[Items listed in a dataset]
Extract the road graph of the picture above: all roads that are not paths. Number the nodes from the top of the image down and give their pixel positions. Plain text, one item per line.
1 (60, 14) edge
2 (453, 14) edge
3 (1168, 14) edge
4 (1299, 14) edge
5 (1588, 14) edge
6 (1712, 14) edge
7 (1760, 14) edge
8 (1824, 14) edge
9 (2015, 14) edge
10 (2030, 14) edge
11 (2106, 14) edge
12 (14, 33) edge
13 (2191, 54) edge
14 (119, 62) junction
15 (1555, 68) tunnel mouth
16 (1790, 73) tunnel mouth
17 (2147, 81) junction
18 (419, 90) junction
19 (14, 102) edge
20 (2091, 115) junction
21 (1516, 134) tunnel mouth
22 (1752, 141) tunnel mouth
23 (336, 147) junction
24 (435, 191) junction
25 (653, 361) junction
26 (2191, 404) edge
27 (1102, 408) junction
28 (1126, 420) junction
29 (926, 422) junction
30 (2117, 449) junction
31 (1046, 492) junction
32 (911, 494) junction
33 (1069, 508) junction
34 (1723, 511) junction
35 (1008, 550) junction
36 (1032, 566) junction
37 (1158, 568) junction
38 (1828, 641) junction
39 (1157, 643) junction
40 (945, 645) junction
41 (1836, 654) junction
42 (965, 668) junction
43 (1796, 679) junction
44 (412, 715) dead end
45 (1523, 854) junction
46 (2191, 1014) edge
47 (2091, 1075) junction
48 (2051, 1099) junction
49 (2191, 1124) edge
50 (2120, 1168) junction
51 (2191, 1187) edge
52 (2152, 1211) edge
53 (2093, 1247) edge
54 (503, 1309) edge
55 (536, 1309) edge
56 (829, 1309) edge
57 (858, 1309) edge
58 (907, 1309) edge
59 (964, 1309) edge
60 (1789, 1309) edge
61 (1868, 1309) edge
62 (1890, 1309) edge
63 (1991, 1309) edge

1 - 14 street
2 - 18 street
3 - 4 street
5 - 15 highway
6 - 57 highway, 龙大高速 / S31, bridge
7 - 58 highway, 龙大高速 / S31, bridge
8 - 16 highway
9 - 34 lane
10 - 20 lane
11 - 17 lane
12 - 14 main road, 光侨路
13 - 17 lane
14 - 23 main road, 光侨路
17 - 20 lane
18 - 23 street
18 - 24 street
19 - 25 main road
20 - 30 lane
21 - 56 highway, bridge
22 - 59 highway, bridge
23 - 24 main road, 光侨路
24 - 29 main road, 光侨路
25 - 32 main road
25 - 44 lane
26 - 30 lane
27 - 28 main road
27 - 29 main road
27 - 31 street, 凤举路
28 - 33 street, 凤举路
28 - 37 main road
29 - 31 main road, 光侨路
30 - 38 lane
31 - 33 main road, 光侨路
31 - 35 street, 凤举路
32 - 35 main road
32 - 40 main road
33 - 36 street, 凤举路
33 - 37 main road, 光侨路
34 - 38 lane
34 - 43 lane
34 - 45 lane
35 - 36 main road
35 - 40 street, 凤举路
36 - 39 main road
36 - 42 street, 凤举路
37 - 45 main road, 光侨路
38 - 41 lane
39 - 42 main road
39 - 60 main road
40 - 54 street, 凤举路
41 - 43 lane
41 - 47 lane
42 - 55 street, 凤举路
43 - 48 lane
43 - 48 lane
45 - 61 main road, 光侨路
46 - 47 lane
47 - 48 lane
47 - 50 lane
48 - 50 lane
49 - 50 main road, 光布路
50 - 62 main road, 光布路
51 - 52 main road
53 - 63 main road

### Directions:
Look through the entries above, find each line containing "tunnel", and copy it.

### Answer for the task:
15 (1555, 68) tunnel mouth
16 (1790, 73) tunnel mouth
21 (1516, 134) tunnel mouth
22 (1752, 141) tunnel mouth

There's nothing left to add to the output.